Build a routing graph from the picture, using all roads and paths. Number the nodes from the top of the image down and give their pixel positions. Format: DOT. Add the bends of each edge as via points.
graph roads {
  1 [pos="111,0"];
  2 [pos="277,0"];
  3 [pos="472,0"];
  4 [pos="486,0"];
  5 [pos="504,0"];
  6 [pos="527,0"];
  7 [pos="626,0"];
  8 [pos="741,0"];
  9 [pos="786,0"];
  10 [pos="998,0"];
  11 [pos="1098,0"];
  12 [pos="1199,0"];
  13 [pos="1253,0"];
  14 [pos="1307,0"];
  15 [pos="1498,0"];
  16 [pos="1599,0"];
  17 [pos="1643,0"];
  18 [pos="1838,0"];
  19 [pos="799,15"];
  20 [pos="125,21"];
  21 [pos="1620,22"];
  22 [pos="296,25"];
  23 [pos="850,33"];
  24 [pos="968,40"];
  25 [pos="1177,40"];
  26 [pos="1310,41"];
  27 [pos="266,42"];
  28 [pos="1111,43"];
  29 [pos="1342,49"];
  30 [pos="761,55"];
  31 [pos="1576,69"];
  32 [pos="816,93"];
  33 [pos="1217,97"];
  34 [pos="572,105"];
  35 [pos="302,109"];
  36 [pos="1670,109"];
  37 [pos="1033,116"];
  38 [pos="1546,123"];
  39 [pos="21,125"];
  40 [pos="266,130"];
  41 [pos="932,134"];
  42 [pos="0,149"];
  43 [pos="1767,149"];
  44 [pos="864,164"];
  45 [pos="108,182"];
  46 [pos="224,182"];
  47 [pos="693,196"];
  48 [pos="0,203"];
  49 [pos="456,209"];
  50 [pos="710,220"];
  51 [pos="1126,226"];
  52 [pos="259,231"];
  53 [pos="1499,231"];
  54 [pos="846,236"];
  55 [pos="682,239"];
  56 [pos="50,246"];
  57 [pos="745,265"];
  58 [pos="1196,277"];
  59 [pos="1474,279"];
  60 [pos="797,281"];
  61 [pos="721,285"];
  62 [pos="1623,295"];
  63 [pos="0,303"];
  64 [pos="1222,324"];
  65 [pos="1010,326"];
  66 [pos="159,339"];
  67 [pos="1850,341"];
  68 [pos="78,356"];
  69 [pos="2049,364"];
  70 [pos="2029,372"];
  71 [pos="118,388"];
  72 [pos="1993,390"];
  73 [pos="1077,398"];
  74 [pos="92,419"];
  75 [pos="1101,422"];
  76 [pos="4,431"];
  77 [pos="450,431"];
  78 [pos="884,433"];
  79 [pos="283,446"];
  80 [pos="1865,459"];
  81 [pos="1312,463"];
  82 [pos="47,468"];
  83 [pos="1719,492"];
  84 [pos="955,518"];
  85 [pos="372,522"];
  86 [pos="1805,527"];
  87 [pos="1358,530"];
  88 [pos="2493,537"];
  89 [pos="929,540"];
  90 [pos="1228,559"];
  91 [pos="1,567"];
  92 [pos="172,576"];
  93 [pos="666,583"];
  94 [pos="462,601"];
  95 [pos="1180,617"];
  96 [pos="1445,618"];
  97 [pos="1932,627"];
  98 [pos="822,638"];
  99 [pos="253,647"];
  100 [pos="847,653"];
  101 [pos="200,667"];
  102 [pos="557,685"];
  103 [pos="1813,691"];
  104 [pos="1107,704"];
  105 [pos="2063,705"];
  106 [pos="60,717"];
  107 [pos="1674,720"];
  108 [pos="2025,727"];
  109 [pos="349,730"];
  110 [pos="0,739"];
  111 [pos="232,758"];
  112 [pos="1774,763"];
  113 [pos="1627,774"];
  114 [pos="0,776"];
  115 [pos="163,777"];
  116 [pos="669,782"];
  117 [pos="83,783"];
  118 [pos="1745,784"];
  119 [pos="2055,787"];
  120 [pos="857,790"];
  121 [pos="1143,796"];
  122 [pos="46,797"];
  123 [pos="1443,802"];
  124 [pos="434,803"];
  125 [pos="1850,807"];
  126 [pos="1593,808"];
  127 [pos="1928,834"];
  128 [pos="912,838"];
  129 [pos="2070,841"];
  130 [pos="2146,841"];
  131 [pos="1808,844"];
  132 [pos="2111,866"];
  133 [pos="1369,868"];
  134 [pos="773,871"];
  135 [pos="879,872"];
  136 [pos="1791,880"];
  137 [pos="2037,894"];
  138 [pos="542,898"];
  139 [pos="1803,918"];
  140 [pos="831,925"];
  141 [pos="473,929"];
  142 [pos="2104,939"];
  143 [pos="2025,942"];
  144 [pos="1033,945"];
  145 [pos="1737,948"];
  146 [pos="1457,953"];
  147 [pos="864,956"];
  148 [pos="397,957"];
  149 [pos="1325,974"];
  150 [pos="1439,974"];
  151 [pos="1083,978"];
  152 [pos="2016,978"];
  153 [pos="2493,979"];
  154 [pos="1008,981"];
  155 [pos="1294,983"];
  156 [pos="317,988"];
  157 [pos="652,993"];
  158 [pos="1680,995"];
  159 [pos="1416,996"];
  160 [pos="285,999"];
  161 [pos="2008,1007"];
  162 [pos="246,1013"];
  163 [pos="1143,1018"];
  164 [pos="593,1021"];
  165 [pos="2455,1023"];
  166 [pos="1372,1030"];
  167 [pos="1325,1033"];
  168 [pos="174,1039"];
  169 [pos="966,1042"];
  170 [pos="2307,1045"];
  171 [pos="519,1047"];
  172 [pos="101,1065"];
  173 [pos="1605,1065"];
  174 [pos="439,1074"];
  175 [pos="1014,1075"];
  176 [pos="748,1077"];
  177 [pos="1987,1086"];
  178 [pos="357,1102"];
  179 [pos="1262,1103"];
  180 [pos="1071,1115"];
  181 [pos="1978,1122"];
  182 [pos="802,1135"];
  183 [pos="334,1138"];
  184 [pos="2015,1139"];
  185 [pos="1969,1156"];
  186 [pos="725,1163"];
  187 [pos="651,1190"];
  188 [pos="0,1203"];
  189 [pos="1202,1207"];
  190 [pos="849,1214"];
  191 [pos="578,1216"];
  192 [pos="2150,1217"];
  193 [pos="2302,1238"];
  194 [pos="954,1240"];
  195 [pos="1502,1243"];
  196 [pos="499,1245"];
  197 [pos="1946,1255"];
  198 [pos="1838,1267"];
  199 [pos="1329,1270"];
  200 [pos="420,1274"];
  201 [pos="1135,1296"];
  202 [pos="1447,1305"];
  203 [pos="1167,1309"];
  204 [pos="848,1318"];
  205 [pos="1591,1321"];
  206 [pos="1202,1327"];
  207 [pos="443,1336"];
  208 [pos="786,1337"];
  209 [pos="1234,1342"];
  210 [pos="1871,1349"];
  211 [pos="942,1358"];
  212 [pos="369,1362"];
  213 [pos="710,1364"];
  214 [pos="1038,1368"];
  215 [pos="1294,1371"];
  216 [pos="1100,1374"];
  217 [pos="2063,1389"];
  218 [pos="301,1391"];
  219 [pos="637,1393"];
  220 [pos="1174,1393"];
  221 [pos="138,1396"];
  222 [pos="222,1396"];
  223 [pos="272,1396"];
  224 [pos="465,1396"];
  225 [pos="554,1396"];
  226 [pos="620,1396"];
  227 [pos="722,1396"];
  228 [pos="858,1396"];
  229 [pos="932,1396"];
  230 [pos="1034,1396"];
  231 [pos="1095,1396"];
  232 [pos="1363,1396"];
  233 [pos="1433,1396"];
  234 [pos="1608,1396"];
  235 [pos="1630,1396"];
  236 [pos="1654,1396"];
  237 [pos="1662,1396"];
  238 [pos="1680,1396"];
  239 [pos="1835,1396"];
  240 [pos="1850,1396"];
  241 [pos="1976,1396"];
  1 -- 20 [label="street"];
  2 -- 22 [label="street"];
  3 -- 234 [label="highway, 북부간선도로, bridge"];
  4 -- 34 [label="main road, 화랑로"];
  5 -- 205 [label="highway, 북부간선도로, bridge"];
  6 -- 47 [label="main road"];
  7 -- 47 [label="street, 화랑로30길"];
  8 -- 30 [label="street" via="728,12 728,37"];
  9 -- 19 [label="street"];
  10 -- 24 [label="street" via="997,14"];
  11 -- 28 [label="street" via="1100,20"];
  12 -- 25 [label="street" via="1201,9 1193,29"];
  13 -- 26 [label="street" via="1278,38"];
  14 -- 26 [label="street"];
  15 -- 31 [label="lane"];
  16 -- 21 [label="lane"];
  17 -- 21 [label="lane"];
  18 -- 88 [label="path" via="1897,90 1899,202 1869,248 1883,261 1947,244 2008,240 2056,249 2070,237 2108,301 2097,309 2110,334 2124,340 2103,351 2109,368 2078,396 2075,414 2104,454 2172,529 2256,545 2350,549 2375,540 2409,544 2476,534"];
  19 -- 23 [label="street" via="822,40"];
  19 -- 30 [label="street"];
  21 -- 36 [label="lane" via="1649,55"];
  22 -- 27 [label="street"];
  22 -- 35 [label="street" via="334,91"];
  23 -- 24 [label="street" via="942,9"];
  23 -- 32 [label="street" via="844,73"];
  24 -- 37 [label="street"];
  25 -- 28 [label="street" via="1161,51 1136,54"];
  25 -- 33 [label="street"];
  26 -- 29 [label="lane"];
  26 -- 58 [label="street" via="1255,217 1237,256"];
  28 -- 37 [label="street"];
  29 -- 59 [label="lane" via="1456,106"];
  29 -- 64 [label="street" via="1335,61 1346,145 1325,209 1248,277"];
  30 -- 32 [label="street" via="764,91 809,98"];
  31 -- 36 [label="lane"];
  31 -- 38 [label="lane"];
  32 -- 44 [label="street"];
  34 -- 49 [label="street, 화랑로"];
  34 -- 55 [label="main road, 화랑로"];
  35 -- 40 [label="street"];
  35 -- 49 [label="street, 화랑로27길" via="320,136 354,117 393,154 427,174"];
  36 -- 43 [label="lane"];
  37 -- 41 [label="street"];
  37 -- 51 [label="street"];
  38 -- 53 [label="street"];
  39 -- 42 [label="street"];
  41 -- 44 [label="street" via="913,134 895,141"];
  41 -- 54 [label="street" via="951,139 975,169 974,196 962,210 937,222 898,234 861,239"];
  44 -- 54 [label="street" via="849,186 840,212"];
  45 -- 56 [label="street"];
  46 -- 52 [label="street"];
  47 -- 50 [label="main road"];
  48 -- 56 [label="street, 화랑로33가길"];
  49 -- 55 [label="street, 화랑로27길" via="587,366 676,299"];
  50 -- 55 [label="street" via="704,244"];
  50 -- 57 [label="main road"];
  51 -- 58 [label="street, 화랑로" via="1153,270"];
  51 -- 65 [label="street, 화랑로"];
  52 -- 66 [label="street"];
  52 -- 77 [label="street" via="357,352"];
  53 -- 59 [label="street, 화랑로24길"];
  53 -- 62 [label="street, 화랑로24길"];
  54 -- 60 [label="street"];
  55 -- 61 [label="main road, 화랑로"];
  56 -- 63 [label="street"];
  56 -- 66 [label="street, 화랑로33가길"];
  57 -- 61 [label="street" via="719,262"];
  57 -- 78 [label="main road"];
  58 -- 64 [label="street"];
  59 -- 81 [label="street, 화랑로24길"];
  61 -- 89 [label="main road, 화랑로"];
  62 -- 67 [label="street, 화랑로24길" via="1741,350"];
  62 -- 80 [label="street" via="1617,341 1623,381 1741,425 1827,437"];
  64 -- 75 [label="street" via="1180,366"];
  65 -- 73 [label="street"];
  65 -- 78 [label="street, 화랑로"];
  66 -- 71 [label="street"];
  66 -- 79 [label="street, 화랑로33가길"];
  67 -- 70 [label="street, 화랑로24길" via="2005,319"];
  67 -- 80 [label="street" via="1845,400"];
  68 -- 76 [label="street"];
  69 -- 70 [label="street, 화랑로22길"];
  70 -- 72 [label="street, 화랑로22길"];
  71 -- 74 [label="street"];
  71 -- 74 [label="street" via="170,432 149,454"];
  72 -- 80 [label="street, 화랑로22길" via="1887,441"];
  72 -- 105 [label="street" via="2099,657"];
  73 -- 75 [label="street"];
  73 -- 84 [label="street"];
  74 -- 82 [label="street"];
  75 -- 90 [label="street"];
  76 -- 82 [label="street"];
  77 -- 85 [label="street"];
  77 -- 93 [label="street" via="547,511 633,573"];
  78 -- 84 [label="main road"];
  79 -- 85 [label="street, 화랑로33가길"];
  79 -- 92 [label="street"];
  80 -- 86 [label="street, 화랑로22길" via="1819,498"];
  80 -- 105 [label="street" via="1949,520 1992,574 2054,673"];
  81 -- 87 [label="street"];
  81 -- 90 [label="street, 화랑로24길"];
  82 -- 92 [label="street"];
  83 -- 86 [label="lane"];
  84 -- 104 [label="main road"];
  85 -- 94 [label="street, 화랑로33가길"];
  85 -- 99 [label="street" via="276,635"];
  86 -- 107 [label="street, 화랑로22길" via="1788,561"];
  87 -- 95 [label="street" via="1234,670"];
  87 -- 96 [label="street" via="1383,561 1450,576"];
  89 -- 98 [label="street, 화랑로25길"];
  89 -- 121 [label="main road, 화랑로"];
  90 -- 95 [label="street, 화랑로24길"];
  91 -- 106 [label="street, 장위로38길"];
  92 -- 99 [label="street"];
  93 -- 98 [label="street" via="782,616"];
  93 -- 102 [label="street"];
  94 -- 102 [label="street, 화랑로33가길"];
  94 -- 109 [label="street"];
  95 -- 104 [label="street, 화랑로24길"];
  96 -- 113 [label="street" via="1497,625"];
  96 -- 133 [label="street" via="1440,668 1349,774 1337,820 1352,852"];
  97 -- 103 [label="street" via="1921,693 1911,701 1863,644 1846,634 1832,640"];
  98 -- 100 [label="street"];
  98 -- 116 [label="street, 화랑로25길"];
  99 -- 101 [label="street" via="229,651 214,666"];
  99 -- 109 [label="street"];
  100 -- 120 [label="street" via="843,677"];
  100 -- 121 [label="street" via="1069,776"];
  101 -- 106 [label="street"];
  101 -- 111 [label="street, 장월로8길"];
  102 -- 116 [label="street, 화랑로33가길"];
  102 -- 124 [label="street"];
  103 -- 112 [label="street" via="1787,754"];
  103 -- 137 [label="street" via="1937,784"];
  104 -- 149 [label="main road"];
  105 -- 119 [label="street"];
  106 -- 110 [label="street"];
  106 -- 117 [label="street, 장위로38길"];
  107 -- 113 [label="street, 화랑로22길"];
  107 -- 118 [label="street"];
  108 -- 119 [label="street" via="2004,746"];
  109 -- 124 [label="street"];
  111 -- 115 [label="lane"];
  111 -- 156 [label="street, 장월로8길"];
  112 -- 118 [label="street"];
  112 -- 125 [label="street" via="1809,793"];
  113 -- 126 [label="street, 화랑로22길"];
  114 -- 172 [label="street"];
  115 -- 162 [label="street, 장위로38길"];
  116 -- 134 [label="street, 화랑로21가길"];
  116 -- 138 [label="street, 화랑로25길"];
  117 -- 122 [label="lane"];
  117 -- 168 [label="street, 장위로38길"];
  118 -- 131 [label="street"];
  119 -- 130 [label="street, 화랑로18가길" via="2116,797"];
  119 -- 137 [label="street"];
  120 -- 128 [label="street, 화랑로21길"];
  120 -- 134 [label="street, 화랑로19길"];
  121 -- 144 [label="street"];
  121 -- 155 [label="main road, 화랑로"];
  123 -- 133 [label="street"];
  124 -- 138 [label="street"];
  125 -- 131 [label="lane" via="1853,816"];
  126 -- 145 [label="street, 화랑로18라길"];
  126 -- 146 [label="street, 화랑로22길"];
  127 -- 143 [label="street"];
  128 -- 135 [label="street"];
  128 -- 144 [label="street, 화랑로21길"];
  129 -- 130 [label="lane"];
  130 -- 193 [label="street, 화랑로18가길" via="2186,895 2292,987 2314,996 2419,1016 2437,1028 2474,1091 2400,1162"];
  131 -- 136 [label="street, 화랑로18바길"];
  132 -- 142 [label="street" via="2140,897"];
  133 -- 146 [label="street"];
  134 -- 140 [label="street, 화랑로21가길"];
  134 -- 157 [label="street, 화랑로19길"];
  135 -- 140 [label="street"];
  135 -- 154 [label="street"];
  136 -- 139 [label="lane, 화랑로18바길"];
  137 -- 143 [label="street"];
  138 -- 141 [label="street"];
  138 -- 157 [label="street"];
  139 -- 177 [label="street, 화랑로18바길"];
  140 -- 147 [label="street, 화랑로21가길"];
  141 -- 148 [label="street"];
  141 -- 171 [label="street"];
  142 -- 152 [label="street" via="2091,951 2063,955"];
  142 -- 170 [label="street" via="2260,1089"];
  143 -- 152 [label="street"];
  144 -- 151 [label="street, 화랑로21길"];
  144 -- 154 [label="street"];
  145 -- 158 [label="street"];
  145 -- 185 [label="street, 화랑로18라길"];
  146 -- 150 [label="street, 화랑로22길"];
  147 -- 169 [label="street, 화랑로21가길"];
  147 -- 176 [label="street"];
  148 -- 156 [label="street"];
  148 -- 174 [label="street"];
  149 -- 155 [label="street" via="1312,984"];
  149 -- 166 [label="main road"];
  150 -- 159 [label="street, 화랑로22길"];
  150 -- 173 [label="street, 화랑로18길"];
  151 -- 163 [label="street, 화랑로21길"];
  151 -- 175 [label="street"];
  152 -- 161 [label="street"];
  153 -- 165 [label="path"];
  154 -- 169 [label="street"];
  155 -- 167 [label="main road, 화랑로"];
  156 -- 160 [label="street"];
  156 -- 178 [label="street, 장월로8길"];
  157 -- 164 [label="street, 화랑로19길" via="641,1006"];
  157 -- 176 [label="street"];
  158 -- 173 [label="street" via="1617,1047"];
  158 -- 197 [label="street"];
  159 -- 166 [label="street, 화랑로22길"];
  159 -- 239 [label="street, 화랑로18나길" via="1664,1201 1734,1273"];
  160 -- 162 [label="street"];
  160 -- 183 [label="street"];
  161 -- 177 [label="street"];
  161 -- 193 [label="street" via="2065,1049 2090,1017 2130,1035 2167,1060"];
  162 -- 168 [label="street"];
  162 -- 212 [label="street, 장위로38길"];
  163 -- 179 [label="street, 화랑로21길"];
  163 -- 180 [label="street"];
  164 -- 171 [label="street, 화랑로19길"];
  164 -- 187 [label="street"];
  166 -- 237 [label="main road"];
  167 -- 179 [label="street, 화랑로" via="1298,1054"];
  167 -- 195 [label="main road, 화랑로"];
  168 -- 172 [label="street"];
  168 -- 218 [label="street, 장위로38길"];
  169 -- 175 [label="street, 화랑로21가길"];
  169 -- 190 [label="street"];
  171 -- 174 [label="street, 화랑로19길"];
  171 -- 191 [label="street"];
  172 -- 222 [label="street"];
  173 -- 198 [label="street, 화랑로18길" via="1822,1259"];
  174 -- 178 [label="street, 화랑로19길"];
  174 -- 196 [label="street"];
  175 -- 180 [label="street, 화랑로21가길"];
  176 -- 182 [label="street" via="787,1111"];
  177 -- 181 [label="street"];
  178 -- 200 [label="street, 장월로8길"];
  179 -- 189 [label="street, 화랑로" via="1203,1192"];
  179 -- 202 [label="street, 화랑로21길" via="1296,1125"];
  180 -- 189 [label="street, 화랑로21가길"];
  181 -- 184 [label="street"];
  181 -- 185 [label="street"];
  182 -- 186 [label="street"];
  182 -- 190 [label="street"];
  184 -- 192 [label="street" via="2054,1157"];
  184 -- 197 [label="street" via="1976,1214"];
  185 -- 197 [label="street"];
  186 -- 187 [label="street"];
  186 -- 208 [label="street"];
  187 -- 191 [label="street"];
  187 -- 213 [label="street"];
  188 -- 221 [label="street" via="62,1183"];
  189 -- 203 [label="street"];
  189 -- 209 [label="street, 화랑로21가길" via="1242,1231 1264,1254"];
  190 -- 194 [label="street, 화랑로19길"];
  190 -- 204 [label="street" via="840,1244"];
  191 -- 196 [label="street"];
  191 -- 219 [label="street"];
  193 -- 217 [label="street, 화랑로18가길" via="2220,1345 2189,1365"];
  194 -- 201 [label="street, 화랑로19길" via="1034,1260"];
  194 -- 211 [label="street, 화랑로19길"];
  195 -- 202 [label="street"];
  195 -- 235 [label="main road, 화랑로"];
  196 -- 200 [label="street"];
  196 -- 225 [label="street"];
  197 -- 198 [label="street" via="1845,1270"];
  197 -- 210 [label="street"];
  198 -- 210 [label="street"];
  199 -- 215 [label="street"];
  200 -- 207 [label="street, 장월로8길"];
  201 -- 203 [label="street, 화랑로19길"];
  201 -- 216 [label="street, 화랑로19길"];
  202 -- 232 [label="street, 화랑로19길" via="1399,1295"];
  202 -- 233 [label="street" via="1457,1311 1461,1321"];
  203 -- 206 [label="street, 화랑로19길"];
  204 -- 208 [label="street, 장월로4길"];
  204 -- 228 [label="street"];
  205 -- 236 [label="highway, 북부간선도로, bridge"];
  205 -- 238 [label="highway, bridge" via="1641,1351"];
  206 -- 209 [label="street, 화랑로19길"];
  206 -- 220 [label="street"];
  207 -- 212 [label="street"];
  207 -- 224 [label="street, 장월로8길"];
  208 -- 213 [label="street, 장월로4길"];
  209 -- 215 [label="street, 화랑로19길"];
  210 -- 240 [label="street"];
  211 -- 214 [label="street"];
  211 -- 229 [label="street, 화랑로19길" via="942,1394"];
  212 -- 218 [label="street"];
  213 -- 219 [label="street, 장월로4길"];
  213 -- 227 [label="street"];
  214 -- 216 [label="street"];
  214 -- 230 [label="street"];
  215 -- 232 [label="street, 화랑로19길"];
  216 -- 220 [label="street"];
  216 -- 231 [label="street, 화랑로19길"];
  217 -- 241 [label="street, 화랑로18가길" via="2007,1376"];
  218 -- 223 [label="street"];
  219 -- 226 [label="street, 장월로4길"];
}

● **What you need to do**:
Tell how many lines of the records above contain "북부간선도로", replying with the number only.

● **Solution to the problem**:
3